Exactly as written, copy the lines of the data below from the first through the one containing "ctx.font = font".

Dataset entries
↓↓↓
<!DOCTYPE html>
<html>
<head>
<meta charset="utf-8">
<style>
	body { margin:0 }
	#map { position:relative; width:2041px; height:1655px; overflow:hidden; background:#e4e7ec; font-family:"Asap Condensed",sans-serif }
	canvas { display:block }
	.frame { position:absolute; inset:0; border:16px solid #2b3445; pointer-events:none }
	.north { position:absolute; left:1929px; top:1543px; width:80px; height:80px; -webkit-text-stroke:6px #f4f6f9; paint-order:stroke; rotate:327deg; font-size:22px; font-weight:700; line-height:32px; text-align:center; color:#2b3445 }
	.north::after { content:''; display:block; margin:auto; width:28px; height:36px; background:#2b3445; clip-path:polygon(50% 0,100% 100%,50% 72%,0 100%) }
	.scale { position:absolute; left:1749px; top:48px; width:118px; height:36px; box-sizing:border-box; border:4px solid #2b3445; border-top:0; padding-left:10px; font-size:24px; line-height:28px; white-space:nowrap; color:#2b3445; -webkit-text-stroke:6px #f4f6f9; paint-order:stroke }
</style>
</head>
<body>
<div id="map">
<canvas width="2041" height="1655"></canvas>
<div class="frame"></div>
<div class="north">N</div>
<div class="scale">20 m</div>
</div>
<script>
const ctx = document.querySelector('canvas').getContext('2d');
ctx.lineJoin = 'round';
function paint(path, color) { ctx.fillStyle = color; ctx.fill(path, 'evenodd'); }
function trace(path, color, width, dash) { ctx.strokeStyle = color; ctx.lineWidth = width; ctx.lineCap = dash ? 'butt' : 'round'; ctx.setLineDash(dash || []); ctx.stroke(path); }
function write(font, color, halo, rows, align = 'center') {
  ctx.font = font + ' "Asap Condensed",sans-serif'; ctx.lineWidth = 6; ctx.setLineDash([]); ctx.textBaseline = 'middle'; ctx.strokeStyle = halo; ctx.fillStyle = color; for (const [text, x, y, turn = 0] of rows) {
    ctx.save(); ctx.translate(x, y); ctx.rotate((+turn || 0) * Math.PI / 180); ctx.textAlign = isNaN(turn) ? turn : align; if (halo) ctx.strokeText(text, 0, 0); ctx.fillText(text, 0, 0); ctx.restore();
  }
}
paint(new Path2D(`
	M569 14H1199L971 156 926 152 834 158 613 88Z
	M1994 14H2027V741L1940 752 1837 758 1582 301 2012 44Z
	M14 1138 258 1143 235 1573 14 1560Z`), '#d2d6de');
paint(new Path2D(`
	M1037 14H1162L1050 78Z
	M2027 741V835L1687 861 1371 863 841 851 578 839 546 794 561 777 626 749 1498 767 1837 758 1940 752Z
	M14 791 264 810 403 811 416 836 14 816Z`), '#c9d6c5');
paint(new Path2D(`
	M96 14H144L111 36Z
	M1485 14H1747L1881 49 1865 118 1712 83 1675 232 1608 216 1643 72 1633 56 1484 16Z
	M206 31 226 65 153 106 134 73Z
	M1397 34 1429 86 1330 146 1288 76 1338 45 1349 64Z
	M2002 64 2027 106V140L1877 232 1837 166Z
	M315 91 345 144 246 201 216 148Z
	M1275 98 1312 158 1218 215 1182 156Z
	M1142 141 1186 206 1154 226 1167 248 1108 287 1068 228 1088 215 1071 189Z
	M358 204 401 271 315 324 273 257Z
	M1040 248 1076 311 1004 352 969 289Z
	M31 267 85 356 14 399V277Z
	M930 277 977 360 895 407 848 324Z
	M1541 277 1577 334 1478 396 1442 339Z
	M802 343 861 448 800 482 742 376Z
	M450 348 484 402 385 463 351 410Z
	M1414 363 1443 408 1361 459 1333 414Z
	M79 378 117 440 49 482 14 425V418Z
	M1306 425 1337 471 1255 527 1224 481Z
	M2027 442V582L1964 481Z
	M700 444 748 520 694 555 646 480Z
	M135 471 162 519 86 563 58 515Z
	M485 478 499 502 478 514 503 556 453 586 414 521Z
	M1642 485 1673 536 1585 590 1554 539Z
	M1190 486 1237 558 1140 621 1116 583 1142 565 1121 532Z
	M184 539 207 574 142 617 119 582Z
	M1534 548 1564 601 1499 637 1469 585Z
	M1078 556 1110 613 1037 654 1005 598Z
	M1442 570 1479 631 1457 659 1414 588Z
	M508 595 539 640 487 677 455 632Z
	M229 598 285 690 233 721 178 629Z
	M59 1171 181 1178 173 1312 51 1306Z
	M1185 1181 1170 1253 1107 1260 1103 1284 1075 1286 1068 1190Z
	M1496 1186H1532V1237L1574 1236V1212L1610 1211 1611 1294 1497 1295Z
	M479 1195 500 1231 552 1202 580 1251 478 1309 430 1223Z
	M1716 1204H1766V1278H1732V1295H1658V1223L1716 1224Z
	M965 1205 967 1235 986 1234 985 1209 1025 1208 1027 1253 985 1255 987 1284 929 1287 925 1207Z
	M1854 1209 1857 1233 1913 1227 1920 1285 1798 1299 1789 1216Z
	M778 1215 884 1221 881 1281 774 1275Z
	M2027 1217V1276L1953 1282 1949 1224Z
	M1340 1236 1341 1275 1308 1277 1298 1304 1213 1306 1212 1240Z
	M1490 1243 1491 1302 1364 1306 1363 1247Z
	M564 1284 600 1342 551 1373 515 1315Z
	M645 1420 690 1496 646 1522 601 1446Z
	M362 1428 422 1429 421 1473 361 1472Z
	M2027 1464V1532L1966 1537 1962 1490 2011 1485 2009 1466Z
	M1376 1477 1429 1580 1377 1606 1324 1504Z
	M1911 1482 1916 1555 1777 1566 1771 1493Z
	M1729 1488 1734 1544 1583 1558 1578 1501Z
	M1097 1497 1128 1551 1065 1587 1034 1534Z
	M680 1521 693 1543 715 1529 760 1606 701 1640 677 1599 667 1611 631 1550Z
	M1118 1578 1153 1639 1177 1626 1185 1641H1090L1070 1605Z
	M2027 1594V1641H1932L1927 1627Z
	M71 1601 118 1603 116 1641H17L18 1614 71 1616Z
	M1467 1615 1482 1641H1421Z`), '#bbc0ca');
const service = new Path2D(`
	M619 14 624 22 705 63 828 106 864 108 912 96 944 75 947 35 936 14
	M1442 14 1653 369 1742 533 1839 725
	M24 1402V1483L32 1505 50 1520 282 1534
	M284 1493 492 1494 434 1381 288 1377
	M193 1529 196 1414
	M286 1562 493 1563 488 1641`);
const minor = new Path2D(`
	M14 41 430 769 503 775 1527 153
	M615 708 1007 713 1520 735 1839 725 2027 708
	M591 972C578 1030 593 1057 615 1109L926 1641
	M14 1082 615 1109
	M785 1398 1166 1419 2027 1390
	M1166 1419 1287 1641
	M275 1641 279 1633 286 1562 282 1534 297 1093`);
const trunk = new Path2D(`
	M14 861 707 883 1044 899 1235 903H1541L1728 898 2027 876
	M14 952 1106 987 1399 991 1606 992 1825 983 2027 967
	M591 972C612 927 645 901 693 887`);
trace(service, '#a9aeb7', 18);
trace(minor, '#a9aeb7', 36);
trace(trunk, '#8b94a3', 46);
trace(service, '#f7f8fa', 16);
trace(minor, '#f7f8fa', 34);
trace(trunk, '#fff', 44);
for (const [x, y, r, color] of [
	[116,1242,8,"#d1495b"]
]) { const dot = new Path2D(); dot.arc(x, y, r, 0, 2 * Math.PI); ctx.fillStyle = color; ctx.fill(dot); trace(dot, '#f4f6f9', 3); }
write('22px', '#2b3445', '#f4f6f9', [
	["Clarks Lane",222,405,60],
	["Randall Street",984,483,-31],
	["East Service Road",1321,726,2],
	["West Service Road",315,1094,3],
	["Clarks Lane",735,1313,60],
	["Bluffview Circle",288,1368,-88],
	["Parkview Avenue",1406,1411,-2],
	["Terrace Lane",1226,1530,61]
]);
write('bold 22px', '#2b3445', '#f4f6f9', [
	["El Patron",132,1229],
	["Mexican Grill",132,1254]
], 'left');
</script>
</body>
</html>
↑↑↑
§ Reply to the exercise:
<!DOCTYPE html>
<html>
<head>
<meta charset="utf-8">
<style>
	body { margin:0 }
	#map { position:relative; width:2041px; height:1655px; overflow:hidden; background:#e4e7ec; font-family:"Asap Condensed",sans-serif }
	canvas { display:block }
	.frame { position:absolute; inset:0; border:16px solid #2b3445; pointer-events:none }
	.north { position:absolute; left:1929px; top:1543px; width:80px; height:80px; -webkit-text-stroke:6px #f4f6f9; paint-order:stroke; rotate:327deg; font-size:22px; font-weight:700; line-height:32px; text-align:center; color:#2b3445 }
	.north::after { content:''; display:block; margin:auto; width:28px; height:36px; background:#2b3445; clip-path:polygon(50% 0,100% 100%,50% 72%,0 100%) }
	.scale { position:absolute; left:1749px; top:48px; width:118px; height:36px; box-sizing:border-box; border:4px solid #2b3445; border-top:0; padding-left:10px; font-size:24px; line-height:28px; white-space:nowrap; color:#2b3445; -webkit-text-stroke:6px #f4f6f9; paint-order:stroke }
</style>
</head>
<body>
<div id="map">
<canvas width="2041" height="1655"></canvas>
<div class="frame"></div>
<div class="north">N</div>
<div class="scale">20 m</div>
</div>
<script>
const ctx = document.querySelector('canvas').getContext('2d');
ctx.lineJoin = 'round';
function paint(path, color) { ctx.fillStyle = color; ctx.fill(path, 'evenodd'); }
function trace(path, color, width, dash) { ctx.strokeStyle = color; ctx.lineWidth = width; ctx.lineCap = dash ? 'butt' : 'round'; ctx.setLineDash(dash || []); ctx.stroke(path); }
function write(font, color, halo, rows, align = 'center') {
  ctx.font = font + ' "Asap Condensed",sans-serif'; ctx.lineWidth = 6; ctx.setLineDash([]); ctx.textBaseline = 'middle'; ctx.strokeStyle = halo; ctx.fillStyle = color; for (const [text, x, y, turn = 0] of rows) {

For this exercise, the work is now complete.